The music industry has a well-developed market with a global annual revenue around $15 billion. The recording industry is highly competitive and is dominated by three big production companies which make up nearly 82% of the total annual album sales.
Artists are at the core of the music industry and record labels provide them with the necessary resources to sell their music on a large scale. A record label incurs numerous costs (studio recording, marketing, distribution, and touring) in exchange for a percentage of the profits from album sales, singles and concert tickets.
Unfortunately, the success of an artist's release is highly uncertain: a single may be extremely popular, resulting in widespread radio play and digital downloads, while another single may turn out quite unpopular, and therefore unprofitable.
Knowing the competitive nature of the recording industry, record labels face the fundamental decision problem of which musical releases to support to maximize their financial success.
How can we use analytics to predict the popularity of a song? We challenge ourselves to predict whether a song will reach a spot in the Top 10 of the Billboard Hot 100 Chart.
Taking an analytics approach, we aim to use information about a song's properties to predict its popularity.
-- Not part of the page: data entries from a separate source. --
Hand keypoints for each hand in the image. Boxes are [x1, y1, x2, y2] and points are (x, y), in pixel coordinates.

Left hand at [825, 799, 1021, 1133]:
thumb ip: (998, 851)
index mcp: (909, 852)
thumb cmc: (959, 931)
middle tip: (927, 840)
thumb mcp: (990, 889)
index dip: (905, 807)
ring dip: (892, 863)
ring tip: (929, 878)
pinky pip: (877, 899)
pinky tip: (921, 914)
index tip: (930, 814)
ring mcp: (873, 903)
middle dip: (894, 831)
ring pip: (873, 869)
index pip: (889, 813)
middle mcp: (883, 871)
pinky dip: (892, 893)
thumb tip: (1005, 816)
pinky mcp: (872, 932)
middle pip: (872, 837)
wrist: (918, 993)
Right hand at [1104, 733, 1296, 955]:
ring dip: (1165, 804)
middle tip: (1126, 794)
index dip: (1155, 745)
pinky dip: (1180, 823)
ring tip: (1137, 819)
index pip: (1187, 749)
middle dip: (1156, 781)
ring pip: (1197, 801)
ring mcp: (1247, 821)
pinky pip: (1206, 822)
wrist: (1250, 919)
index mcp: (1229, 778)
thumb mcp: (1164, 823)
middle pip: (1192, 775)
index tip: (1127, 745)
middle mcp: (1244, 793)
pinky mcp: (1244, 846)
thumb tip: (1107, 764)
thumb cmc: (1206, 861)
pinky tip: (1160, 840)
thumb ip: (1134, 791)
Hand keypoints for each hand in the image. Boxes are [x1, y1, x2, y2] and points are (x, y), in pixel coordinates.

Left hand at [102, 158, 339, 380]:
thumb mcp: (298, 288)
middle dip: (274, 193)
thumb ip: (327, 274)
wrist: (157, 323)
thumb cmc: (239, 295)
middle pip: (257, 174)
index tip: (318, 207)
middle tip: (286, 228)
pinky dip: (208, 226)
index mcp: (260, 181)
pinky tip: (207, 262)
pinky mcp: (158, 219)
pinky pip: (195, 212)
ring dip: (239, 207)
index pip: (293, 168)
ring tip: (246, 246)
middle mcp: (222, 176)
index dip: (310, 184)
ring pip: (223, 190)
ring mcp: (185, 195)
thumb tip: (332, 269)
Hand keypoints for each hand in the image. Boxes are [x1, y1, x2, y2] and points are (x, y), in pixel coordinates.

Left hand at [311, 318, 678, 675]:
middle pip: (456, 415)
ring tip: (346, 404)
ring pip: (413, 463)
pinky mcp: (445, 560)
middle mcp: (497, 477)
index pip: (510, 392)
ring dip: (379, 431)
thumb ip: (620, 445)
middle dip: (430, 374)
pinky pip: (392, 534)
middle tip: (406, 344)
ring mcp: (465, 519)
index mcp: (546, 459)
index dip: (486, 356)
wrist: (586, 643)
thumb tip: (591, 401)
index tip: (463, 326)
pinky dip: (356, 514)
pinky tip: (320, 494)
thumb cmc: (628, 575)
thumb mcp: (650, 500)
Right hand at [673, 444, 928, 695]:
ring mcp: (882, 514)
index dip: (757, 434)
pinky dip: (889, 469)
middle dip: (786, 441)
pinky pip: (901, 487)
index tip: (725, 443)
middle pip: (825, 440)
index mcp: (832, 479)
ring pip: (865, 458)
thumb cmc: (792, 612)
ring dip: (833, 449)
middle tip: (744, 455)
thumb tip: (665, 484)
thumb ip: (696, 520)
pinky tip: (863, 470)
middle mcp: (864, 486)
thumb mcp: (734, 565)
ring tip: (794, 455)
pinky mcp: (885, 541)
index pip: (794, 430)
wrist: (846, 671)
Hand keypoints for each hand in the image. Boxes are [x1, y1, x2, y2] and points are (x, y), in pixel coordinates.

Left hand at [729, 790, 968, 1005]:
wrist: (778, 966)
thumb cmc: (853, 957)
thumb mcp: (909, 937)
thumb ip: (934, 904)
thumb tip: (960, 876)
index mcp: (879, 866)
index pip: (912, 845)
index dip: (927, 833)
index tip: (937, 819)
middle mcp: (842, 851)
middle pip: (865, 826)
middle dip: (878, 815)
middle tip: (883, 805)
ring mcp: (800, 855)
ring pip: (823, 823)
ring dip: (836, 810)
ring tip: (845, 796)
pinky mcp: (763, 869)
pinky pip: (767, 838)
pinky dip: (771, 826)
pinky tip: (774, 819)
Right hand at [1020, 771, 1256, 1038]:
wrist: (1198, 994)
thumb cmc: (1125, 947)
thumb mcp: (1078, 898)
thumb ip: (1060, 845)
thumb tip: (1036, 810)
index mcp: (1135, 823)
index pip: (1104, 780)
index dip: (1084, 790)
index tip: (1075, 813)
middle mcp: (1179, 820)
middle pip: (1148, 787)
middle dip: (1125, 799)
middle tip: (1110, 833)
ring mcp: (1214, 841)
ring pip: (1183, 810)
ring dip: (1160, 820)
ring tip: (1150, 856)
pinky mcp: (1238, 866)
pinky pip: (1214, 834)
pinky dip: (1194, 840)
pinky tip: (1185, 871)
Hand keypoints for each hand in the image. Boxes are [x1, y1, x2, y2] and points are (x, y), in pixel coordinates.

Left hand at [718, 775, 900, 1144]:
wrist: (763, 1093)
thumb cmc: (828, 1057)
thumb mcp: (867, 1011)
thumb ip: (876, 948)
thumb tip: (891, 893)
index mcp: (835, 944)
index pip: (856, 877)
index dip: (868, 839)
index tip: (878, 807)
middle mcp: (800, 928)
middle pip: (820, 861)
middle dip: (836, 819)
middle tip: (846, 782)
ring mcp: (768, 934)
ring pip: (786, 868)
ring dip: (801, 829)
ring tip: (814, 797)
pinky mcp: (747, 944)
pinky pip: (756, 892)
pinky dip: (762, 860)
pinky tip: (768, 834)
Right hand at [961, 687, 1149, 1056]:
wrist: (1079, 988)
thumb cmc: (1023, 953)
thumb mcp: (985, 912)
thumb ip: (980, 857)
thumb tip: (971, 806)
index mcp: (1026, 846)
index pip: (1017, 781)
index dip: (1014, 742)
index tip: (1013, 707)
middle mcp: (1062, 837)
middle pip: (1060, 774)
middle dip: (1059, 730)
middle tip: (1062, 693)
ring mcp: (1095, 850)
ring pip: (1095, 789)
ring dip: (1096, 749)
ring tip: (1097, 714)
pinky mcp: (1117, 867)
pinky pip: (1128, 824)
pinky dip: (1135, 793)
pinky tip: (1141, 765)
The dataset songs.csv consists of all songs which made it to the Top 10 of the Billboard Hot 100 Chart from 1990-2010 plus a sample of additional songs that didn't make the Top 10. This data comes from three sources: Wikipedia, Billboard.com, and EchoNest.
The variables included in the dataset either describe the artist or the song, or they are associated with the following song attributes: time signature, loudness, key, pitch, tempo, and timbre.
Here's a detailed description of the variables:
- year = the year the song was released
- songtitle = the title of the song
- artistname = the name of the artist of the song
- songID and artistID = identifying variables for the song and artist
- timesignature and timesignature_confidence = a variable estimating the time signature of the song, and the confidence in the estimate
- loudness = a continuous variable indicating the average amplitude of the audio in decibels
- tempo and tempo_confidence = a variable indicating the estimated beats per minute of the song, and the confidence in the estimate
- key and key_confidence = a variable with twelve levels indicating the estimated key of the song (C, C#, . . ., B), and the confidence in the estimate
- energy = a variable that represents the overall acoustic energy of the song, using a mix of features such as loudness
- pitch = a continuous variable that indicates the pitch of the song
- timbre_0_min, timbre_0_max, timbre_1_min, timbre_1_max, . . . , timbre_11_min, and timbre_11_max = variables that indicate the minimum/maximum values over all segments for each of the twelve values in the timbre vector (resulting in 24 continuous variables)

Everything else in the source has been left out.